La ciencia avanza porque todo su
conocimiento es provisional, casi todo lo que hoy es verdad podría dejar de
serlo algún día, y con ello se cuenta. No ofende una teoría o una hipótesis
alternativa, que se intenta rebatir con argumentos, con datos, si es posible
hacerlo. Si no, se acepta, se incorpora al corpus, siempre de forma
provisional. Nuestros nuevos inquisidores, calvinistas o papales, nos
retrotraen a tiempos y formas anteriores al libre examen.
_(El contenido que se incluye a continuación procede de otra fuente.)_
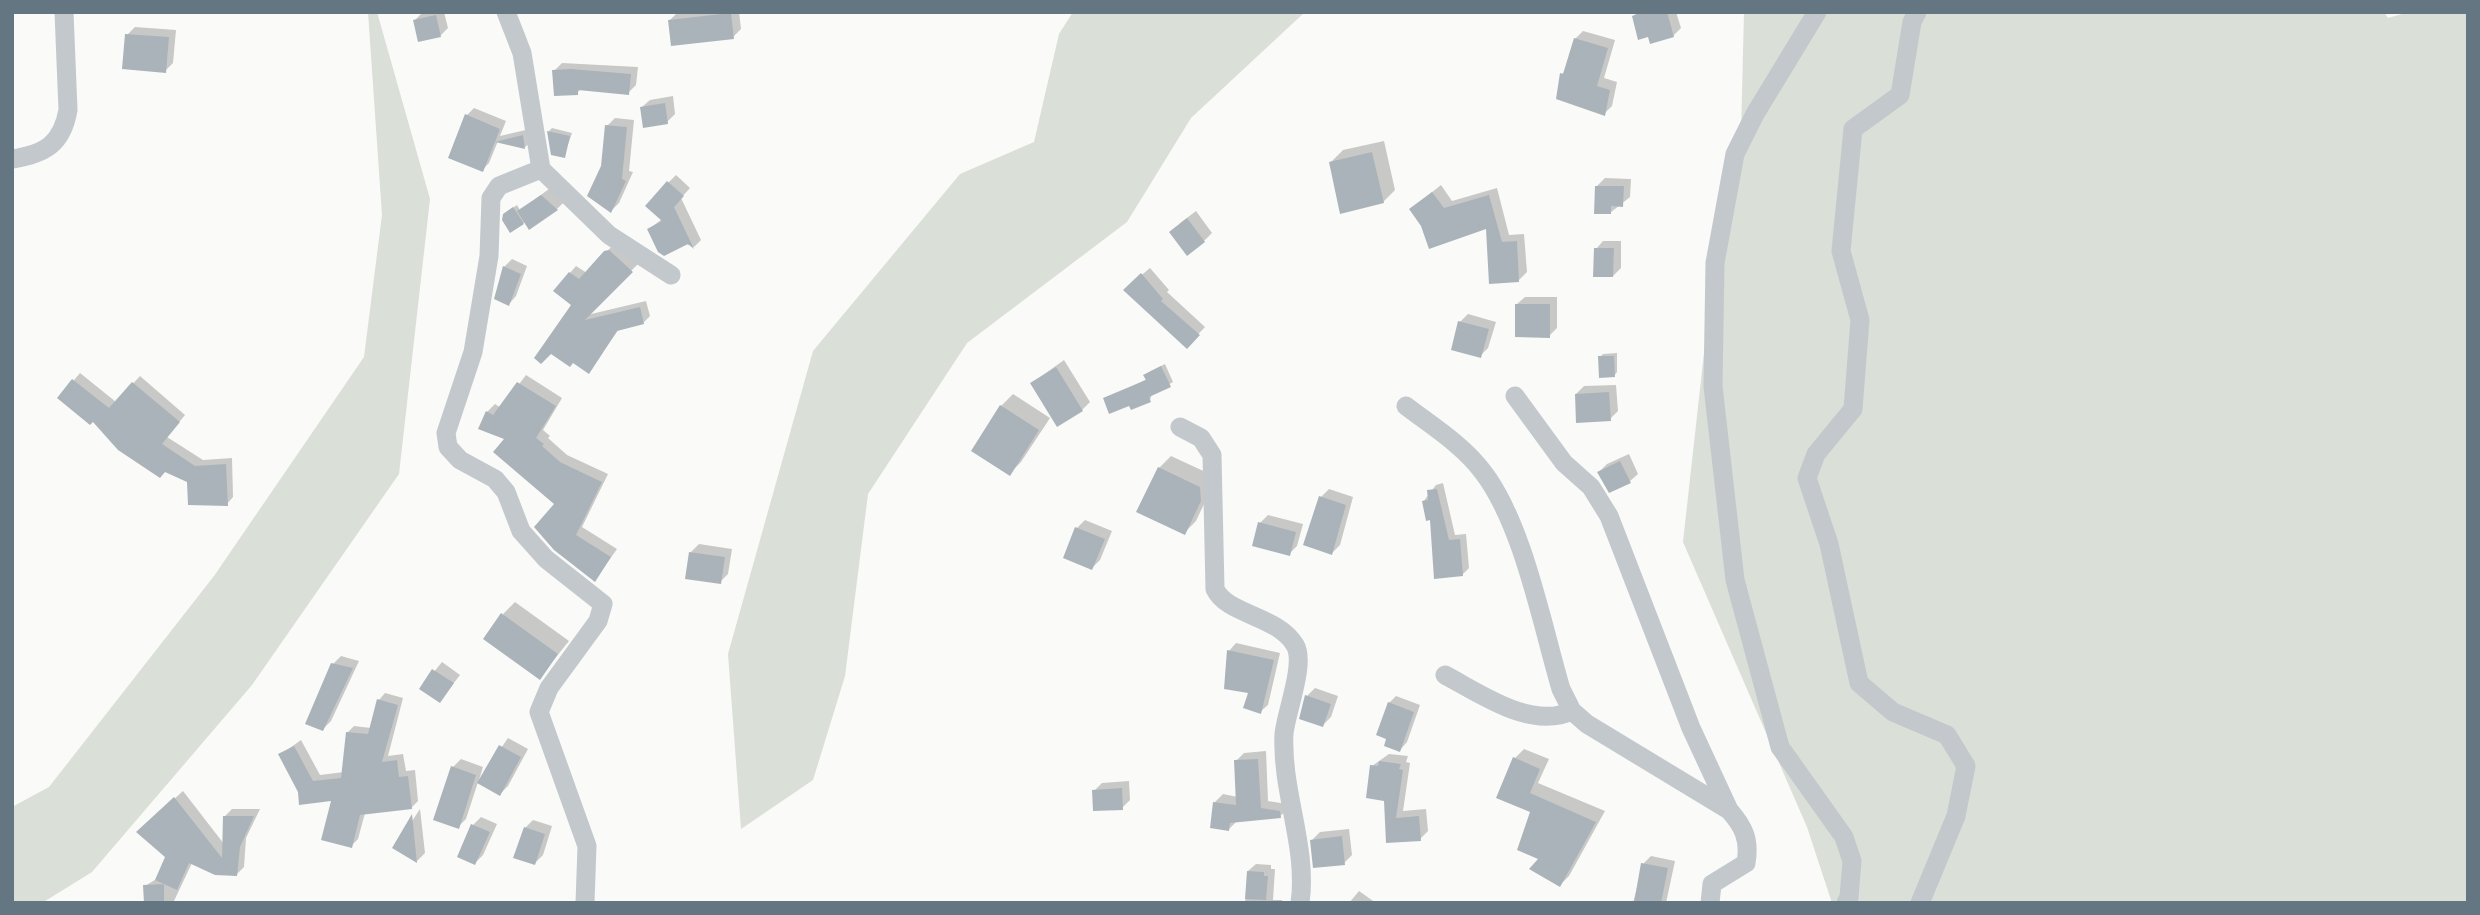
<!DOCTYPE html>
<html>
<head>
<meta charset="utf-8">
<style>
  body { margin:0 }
  #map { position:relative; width:2480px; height:915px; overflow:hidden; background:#fafaf8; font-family:Arial,sans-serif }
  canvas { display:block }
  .frame { position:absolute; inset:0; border:14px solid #657683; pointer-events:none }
</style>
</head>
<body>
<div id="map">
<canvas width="2480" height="915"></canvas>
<div class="frame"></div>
</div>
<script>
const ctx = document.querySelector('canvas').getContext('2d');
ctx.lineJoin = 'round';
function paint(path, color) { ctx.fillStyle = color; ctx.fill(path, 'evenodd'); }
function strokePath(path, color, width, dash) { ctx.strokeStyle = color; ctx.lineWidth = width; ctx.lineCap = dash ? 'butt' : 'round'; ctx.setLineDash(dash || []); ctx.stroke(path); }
paint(new Path2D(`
  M 368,12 L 377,12 L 430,199 L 399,474 L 252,685 L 92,872 L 42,903 L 12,903 L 12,807 L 49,787 L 214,576 L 364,357 L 382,215 Z
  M 1073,12 L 1305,12 L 1191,118 L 1127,222 L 967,343 L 868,494 L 845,676 L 813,780 L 741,829 L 728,654 L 813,351 L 960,174 L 1034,142 L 1059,34 Z
  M 1744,12 L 2384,12 L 2388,18 L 2409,12 L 2468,12 L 2468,903 L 1832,903 L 1807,827 L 1683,542 L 1712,281 L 1740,176 Z`), '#dadfd7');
paint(new Path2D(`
  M 423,12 L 444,12 L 448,28 L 440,36 L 415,20 Z
  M 678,12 L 739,12 L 741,29 L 733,37 L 670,20 Z
  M 1637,12 L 1676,12 L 1681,28 L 1673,36 L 1649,35 L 1634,16 Z
  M 135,27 L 176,30 L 173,63 L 165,71 L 127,35 Z
  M 1583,31 L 1615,40 L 1604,78 L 1617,82 L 1612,106 L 1604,114 L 1562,74 L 1566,70 L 1575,39 Z
  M 562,63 L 638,67 L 636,85 L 628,93 L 582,88 L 577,93 L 554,71 Z
  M 673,96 L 675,114 L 667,122 L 642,107 L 650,100 Z
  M 474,108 L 506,121 L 500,136 L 530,129 L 532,141 L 525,147 L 498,141 L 489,163 L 482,170 L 467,115 Z
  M 615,118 L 634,120 L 629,171 L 633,172 L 619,203 L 611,211 L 603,166 L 607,126 Z
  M 552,128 L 572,133 L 564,156 L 553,154 L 549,131 Z
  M 1384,141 L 1395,190 L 1383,202 L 1331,162 L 1343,150 Z
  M 676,175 L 690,188 L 681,198 L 701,240 L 694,247 L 649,229 L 662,219 L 668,183 Z
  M 1605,178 L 1631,179 L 1630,197 L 1610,213 L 1597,186 Z
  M 1441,185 L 1452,201 L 1497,188 L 1509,235 L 1524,234 L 1527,272 L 1519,280 L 1487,227 L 1423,225 L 1411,209 Z
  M 549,189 L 564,202 L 557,209 L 523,223 L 508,211 L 517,205 L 520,210 Z
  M 1196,211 L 1212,233 L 1204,241 L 1179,224 Z
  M 1603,241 L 1621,241 L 1621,268 L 1613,276 L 1596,249 Z
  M 613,245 L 638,264 L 587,315 L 646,301 L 650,316 L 643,323 L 619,329 L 589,372 L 570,273 L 576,266 L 587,273 Z
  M 512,259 L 527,266 L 516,296 L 509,304 L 504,267 Z
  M 1150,268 L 1169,290 L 1167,292 L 1205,327 L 1187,346 L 1132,283 Z
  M 1525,297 L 1557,297 L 1557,328 L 1549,336 L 1517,304 Z
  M 1468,314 L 1496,322 L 1488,348 L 1480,356 L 1460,322 Z
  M 1617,353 L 1617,372 L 1614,376 L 1600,357 L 1603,354 Z
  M 1064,360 L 1090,402 L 1082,410 L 1032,383 Z
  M 1165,364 L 1173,382 L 1152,394 L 1150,400 L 1130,403 L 1105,399 L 1147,379 L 1145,375 L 1149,372 Z
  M 80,373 L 116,402 L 140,376 L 185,415 L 167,437 L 203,460 L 232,458 L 233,497 L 227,504 L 59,398 Z
  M 526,375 L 562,398 L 543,430 L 550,436 L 548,438 L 567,455 L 608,474 L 582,527 L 617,549 L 595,580 L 556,504 L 487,412 L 495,404 L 501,408 Z
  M 1616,385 L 1618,411 L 1610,419 L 1576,394 L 1584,386 Z
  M 1013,394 L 1050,418 L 1021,462 L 1009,474 L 1001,406 Z
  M 1629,454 L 1638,474 L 1630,481 L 1599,472 L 1607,464 Z
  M 1171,456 L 1212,475 L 1212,487 L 1196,521 L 1184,533 L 1159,468 Z
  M 1443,483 L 1455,535 L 1466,534 L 1469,568 L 1462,575 L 1423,502 L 1436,485 Z
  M 1329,489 L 1353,497 L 1340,545 L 1332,553 L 1321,497 Z
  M 1268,515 L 1303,524 L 1297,546 L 1289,554 L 1260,523 Z
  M 1085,520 L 1112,531 L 1100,560 L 1092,568 L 1077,528 Z
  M 699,544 L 732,549 L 728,574 L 720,582 L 691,552 Z
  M 515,602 L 569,641 L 540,677 L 503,614 Z
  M 1236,643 L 1280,653 L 1268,705 L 1260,712 L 1229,651 Z
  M 341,656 L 359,661 L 331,721 L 323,729 L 333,664 Z
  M 442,662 L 460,675 L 440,701 L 421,688 Z
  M 1315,688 L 1338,696 L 1331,717 L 1323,725 L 1307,696 Z
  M 385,693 L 403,698 L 388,756 L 403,754 L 406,771 L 415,770 L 418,801 L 411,808 L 365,813 L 358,839 L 351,846 L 333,799 L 299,792 L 280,755 L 301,740 L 320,775 L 344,772 L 347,733 L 354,726 L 371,728 L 379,700 Z
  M 1396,696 L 1420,705 L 1407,742 L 1400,750 L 1388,738 L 1389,703 Z
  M 508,738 L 528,749 L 508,786 L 500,794 L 478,782 L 466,819 L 458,827 L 453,767 L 461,759 L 483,767 L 479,780 Z
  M 1524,749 L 1549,759 L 1538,783 L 1605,811 L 1569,876 L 1560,885 L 1541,858 L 1532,811 L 1515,758 Z
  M 1266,751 L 1268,801 L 1287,804 L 1288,809 L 1280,816 L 1237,821 L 1229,829 L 1215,802 L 1223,794 L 1238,797 L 1236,761 L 1244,753 Z
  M 1389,754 L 1408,756 L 1406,762 L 1410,763 L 1403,811 L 1426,809 L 1428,831 L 1420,839 L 1388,841 L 1385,799 L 1372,766 Z
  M 1129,781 L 1130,800 L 1122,808 L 1094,791 L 1102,783 Z
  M 183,791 L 224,844 L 225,816 L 232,809 L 260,809 L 246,838 L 244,867 L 236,875 L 192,863 L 173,903 L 146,903 L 145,886 L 158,878 L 167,856 L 146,825 Z
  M 420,809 L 425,853 L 417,861 L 395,847 Z
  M 481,817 L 497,824 L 483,855 L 475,863 L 473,825 Z
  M 533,820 L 552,826 L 543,855 L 535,863 L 525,828 Z
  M 1349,829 L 1352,855 L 1344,863 L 1312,840 L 1320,832 Z
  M 1651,856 L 1675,861 L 1666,903 L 1633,903 L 1643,864 Z
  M 1256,864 L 1271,865 L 1271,869 L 1275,869 L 1273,900 L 1282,900 L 1282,903 L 1245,903 L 1248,871 Z
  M 1359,891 L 1376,903 L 1349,903 Z`), '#0003');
paint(new Path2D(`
  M 1643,12 L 1667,12 L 1674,37 L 1650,44 L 1648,37 L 1638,40 L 1632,16 Z
  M 731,13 L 734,39 L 671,46 L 668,20 Z
  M 436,15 L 441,37 L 418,42 L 413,20 Z
  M 125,34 L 169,37 L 166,73 L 122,69 Z
  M 1574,38 L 1608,48 L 1597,86 L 1610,90 L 1605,116 L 1556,99 L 1560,73 L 1563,74 Z
  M 571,69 L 631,74 L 629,95 L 578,90 L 578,95 L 554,96 L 552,70 Z
  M 665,103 L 668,124 L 643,128 L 640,107 Z
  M 465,114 L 500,129 L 495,142 L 523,135 L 525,149 L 495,142 L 483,172 L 448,158 Z
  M 605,125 L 627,127 L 622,179 L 626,181 L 611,213 L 587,196 L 601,166 Z
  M 547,131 L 570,136 L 565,158 L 551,155 Z
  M 1372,152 L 1384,203 L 1340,214 L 1329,162 Z
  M 667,181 L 684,196 L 674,207 L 694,249 L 688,244 L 664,256 L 658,252 L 647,229 L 662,221 L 645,206 Z
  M 1595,186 L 1624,186 L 1623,207 L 1611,206 L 1611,214 L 1594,214 Z
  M 1432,192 L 1444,208 L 1489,195 L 1502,242 L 1517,241 L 1519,282 L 1489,284 L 1486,229 L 1429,249 L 1421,226 L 1409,209 Z
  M 541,195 L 558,210 L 529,230 L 517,211 Z
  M 513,207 L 524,224 L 510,233 L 502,220 L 503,214 Z
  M 1187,218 L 1205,242 L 1187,256 L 1169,232 Z
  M 1594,248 L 1614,248 L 1613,277 L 1593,277 Z
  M 609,250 L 633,272 L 585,320 L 640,307 L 644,324 L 617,331 L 589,374 L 573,363 L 570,367 L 551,354 L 541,364 L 534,358 L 571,305 L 553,291 L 569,272 L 579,279 L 604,251 Z
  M 503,266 L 521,274 L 509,306 L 494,299 Z
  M 1141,273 L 1163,299 L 1161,301 L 1200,335 L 1187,349 L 1123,290 Z
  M 1515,304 L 1550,304 L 1550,338 L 1515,337 Z
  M 1458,321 L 1489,329 L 1481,358 L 1451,350 Z
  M 1598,356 L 1614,356 L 1615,377 L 1599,378 Z
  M 1161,366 L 1171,387 L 1149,397 L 1151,402 L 1131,410 L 1129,406 L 1109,414 L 1103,398 L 1146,380 L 1143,375 Z
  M 1056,367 L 1083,411 L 1057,427 L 1030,383 Z
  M 72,379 L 109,408 L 132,382 L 180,422 L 162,444 L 195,466 L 226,464 L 228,506 L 188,505 L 187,482 L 165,472 L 160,478 L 118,450 L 93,422 L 90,425 L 57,398 Z
  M 517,382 L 556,406 L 536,438 L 544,444 L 542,446 L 560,462 L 602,482 L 576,535 L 611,557 L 595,582 L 554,550 L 534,527 L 554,504 L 493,452 L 504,439 L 478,429 L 486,411 L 493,415 Z
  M 1609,392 L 1611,421 L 1576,423 L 1575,394 Z
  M 1000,405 L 1039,430 L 1010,476 L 971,451 Z
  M 1620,461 L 1631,483 L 1609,493 L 1597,472 Z
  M 1158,467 L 1200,487 L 1201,501 L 1185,535 L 1136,512 Z
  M 1437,489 L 1449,540 L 1460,539 L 1463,576 L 1434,579 L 1430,520 L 1426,521 L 1422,501 L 1428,500 L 1427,490 Z
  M 1319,496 L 1346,505 L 1332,555 L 1303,545 Z
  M 1258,522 L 1296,532 L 1290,556 L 1252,546 Z
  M 1075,527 L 1105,539 L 1092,570 L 1063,558 Z
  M 689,552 L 725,557 L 721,584 L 685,579 Z
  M 501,613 L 558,654 L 540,680 L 483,639 Z
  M 1227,650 L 1274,660 L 1261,714 L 1243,708 L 1248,693 L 1224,689 Z
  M 331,663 L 353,668 L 323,731 L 305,724 Z
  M 432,669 L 454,683 L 440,703 L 419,689 Z
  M 1305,695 L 1331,704 L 1323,727 L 1299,719 Z
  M 377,699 L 398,705 L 382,762 L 397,760 L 399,777 L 408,776 L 412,809 L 360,815 L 352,848 L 321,840 L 331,801 L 299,805 L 298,792 L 278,754 L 294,746 L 313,781 L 341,778 L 346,732 L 368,734 Z
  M 1388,702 L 1414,712 L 1400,752 L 1384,746 L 1386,739 L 1376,735 Z
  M 499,745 L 521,757 L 500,796 L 477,783 Z
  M 1513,757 L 1540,769 L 1530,793 L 1596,822 L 1560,887 L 1529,869 L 1538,859 L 1517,850 L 1530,812 L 1496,798 Z
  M 1258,759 L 1261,808 L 1280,811 L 1281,818 L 1230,823 L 1229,831 L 1210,828 L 1213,802 L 1236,805 L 1234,760 Z
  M 1379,761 L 1401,764 L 1399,769 L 1403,770 L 1396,818 L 1419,816 L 1421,841 L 1386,843 L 1384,801 L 1366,798 L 1370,765 L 1378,766 Z
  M 451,766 L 476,775 L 459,829 L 433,820 Z
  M 1122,788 L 1123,810 L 1093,811 L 1092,790 Z
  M 174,797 L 222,858 L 223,816 L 254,816 L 240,847 L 237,876 L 215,875 L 189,863 L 177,890 L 155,880 L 165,857 L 136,832 Z
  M 412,814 L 417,863 L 392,848 Z
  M 471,824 L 490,832 L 475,865 L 457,857 Z
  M 524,827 L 545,834 L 535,865 L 513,858 Z
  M 1342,836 L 1345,865 L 1313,868 L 1310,840 Z
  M 1641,863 L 1668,868 L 1661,903 L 1634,903 Z
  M 1247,871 L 1264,872 L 1264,876 L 1268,876 L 1266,900 L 1245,899 Z
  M 164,884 L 164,903 L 144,903 L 143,885 Z`), '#aab3b9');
strokePath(new Path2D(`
  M 506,12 L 522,53 L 541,169 L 499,186 L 491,198 L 489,256 L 473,352 L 446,433 L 448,447 L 460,460 L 495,479 L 506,492 L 521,531 L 546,559 L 603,604 L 598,621 L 549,688 L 539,712 L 587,846 L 585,903
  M 1817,12 L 1755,114 L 1735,154 L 1715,263 L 1713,386 L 1735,580 L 1780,747 L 1844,837 L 1852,861 L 1849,897 L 1846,903
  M 1917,12 L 1912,22 L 1900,95 L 1853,129 L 1841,251 L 1860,320 L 1853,409 L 1816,454 L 1807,478 L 1829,544 L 1859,683 L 1893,712 L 1947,735 L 1966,766 L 1956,816 L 1920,903
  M 12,159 C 45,154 62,144 68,110 L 64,12
  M 541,169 L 609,235 L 671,275
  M 1515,396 L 1564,463 L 1591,487 L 1609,516 L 1691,728 L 1729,810
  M 1406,406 C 1432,426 1463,445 1483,472 C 1523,524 1542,625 1561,689 L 1572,711 L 1587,724 L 1729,810 C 1744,827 1750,840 1746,863 L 1712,884 L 1710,903
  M 1180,427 L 1201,438 L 1212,455 L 1215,589 C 1227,615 1277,615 1295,645 C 1306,663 1286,712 1284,734 C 1281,791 1308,847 1300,903
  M 1445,675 C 1481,694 1531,730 1572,711`), '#c3c8cc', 19);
</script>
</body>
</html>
Exigen adhesión
inquebrantable a su oscurantismo arrebañado, van persiguiendo Galileos que
dicen que sin embargo se mueve, pues toda discrepancia es herejía, la duda
debilidad de la fe, y la oposición frontal una patología que requiere, al
menos, reeducación, si no hoguera. Estamos hablando del pensamiento totalitario.
Es elegante leer tus textos, y privilegiado. Hoy no se lleva el espíritu crítico, o revolverse en la espuma de la duda, cuanto menos. Veo muchos forofos indolentes que se encuentran cómodos/"cómodas" parapetados detrás de sus antiguas convicciones, si es que han llegado a ser eso o quizá por eso por la convicción tiene un rasgo más de perpetuidad. Seguidores del mismo púlpito "sionista". Veo pocas posibilidades de enmienda pues el tiempo les apura. Y bien verdad es que este estado vital estresante que mantienen algunos individuos les impide mirar por donde van, les hace no pararse a ver la bifurcación de jardines, que decía Borges (que por otra parte yo no entendía en muchas ocasiones). Daría la impresión de que existe el miedo al libre albedrío.
ResponderEliminarMuchas gracias, hermano Jose.
Muchas gracias por tu comentario. Creo que hay mucha gente "aislada", protegida en la burbuja de las opiniones unánimes de su peña y que no se arriesgan a conocer nada que les incomode. Ya se les dice a quien no leer, ver ni escuchar. No es que pretenda yo que seamos masoquistas hasta el extremo de dedicarnos a sufrir buscando todo aquello que nos lleve la contra. Pero se ha llegado al extremo de descartar no sólo artículos, libros, películas y obras de arte que no nos gustan, sino que exigimos a sus autores que coincidan con todas nuestras manías y que, de acuerdo con ellas, lleven una vida "ejemplar". No queda nadie. Me estoy leyendo el último libro de Woody Allen, aunque no sea más que por joder, en términos científicos. Y me está gustando mucho. Un abrazo.